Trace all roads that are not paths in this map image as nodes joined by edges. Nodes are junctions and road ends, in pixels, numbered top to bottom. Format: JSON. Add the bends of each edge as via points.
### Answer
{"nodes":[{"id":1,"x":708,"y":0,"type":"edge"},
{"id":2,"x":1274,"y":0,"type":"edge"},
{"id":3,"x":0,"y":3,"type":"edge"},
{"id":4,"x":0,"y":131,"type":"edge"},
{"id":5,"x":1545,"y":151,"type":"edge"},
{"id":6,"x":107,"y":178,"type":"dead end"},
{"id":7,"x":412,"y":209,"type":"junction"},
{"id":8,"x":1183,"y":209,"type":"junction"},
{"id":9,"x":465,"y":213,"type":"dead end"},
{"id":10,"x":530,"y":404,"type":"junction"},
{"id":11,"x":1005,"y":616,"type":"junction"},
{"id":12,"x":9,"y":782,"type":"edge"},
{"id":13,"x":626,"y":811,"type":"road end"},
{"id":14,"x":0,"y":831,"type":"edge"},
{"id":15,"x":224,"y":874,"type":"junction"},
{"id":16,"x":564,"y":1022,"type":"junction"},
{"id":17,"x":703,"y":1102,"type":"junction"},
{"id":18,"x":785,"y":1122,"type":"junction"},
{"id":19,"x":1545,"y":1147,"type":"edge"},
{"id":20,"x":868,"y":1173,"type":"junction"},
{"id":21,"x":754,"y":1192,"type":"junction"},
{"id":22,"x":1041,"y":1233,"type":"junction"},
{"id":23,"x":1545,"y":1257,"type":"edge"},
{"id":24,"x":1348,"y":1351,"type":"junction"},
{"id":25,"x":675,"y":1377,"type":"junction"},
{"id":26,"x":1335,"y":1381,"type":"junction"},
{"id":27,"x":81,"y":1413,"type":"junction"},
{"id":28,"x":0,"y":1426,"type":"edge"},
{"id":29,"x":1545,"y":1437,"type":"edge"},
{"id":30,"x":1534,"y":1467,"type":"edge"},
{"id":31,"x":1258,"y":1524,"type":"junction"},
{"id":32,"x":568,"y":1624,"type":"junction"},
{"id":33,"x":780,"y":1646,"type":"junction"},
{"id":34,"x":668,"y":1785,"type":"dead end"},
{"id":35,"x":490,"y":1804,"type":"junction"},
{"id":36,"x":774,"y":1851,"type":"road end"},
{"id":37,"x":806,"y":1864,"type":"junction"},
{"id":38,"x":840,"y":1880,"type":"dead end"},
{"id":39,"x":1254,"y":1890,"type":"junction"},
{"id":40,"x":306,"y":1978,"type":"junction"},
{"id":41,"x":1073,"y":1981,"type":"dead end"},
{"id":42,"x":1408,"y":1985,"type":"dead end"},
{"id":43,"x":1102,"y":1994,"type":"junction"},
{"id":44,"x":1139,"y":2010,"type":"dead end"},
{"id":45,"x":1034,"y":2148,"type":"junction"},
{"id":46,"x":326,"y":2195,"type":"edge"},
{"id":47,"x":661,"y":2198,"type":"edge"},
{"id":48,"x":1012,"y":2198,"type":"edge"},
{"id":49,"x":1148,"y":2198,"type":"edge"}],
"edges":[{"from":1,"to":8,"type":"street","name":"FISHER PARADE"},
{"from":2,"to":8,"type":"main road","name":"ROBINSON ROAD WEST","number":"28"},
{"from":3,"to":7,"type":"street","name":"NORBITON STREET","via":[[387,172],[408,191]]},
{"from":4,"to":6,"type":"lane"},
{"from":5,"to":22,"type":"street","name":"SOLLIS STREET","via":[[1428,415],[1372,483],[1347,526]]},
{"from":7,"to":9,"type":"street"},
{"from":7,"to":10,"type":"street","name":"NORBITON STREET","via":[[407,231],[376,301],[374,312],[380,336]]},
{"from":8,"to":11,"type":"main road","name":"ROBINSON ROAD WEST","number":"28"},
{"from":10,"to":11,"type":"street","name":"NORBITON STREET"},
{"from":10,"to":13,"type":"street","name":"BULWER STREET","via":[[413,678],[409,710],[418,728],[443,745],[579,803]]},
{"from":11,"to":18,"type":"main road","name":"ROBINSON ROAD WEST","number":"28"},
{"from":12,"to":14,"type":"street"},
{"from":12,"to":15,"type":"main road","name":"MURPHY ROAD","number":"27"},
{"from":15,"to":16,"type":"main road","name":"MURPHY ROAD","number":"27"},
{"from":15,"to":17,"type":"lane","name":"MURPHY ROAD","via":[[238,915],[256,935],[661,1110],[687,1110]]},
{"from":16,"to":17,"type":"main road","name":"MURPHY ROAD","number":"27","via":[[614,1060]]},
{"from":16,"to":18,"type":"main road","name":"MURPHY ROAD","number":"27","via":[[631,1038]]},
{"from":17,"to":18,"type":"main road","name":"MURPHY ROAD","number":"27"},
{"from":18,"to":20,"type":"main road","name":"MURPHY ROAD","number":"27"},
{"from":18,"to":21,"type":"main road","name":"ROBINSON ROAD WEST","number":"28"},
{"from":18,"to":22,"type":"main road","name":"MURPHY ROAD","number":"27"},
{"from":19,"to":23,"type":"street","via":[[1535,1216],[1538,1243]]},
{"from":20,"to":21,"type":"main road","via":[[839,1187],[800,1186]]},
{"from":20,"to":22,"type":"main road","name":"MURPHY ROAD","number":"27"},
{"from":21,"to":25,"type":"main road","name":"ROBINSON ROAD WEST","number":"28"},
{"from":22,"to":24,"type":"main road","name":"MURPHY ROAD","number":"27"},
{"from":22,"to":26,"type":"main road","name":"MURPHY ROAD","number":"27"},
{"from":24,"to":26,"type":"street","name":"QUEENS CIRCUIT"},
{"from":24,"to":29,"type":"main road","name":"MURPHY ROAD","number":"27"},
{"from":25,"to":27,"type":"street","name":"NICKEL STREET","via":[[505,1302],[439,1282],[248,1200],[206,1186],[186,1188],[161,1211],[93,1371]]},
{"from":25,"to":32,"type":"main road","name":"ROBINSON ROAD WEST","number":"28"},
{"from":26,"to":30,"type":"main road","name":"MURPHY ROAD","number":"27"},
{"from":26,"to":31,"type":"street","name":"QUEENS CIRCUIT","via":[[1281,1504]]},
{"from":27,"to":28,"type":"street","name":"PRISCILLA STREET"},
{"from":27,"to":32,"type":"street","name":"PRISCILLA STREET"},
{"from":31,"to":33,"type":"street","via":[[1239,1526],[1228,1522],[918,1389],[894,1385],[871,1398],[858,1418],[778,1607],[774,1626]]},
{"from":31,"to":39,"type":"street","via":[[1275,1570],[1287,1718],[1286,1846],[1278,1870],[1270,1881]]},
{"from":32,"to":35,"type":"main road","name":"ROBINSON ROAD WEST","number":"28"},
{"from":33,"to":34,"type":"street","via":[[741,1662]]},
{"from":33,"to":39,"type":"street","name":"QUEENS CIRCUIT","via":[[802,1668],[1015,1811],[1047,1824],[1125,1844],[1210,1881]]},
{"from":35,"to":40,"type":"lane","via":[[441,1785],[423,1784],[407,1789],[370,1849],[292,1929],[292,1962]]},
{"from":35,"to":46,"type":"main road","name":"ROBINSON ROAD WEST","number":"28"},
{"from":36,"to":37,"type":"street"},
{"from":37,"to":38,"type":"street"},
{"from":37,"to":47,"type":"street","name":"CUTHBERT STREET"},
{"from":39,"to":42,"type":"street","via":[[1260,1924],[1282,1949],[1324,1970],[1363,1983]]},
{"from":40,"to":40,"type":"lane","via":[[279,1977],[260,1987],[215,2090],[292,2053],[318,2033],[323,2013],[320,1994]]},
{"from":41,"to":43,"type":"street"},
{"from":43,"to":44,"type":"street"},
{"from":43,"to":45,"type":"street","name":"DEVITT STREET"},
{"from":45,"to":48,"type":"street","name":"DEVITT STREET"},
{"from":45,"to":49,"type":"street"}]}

****************

EXERCISE DETAILS
Where a line of the records has the string "nodes", copy that line.

ANSWER FOR THIS EXERCISE
Trace all roads that are not paths in this map image as nodes joined by edges. Nodes are junctions and road ends, in pixels, numbered top to bottom. Format: JSON. Add the bends of each edge as via points.
{"nodes":[{"id":1,"x":708,"y":0,"type":"edge"},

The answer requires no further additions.